Located at 910 17th Street North on Nashville’s historic Fisk University campus, this Miesian town house was completed in 1963 for Pearl Creswell and her husband Isaiah Thornton “I.T.” Creswell. Pearl was an art curator and Isaiah was the university’s comptroller. Both were involved in seeking equality and social justice during the Civil Rights Movement. The couple hired Donald E. Stoll & Associates of Nashville to create their modish and cultured home. Architect Robert M. Anderson, Jr. is attributed with the design of this exemplar of International-style artistry in Tennessee.
Pearl Creswell
A native of El Paso, Texas, Pearl Winifred Sanders Creswell (1912-1994) was the daughter of a professor at Prairie View A&M University near Houston.
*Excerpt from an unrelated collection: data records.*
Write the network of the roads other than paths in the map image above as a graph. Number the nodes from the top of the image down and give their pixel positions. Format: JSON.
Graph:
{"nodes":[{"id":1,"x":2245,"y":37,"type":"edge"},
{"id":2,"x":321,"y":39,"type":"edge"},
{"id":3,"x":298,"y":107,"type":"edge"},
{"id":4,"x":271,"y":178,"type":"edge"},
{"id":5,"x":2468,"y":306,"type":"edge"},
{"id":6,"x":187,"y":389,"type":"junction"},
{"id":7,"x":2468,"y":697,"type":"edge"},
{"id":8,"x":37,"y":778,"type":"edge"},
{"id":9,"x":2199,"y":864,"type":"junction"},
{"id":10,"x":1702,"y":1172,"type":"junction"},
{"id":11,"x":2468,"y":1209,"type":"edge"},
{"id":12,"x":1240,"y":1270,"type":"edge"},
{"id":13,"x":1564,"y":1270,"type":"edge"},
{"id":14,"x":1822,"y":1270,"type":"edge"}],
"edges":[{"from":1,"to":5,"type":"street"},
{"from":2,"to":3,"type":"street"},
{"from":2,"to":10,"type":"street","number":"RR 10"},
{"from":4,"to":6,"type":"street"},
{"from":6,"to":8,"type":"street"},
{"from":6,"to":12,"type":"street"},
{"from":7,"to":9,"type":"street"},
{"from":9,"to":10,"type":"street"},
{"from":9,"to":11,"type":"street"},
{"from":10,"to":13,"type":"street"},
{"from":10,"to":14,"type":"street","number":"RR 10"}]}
She graduated from Nashville’s Fisk University in 1932, the same year she married Isaiah T. Creswell, a university faculty member (see below). Pearl Creswell served as an art curator at Fisk from 1939 to 1991. In 1949, Dr. Charles S. Johnson (1893-1956), president of Fisk and a noted Civil Rights Movement leader, appointed Creswell as the first curator for the Van Vechten Art Gallery. She immediatly went to work with renowned American Modernist artist Georgia O’Keeffe (1887-1986) to organize the Alfred Stieglitz Collection, which contained 101 works of art, ranging from African masks to Modernist paintings.
Most of the objects had been collected by O’Keeffe’s late husband, Alfred Stieglitz (1864-1946), a photographer, gallery owner, and tireless champion of American Modernists. The Alfred Stieglitz Collection contained works by Georgia O’Keeffe, Alfred Stieglitz, Charles Demuth, Marsden Hartley, Diego Rivera, Paul Cezanne, Pablo Picasso, Pierre-Auguste Renoir, John Marin, and Henri de Toulouse-Lautrec, among many others. To house the world-class collection, Fisk converted the original 1889 Gymnasium and Mechnical Arts Building (NRHP, 1978) into the Van Vechten Art Gallery named for Carl Van Vechten (1880-1964), a New York music critic, novelist, and Fisk benefactor. The gallery and its advant-garde exhibits opened to the public in November 1949.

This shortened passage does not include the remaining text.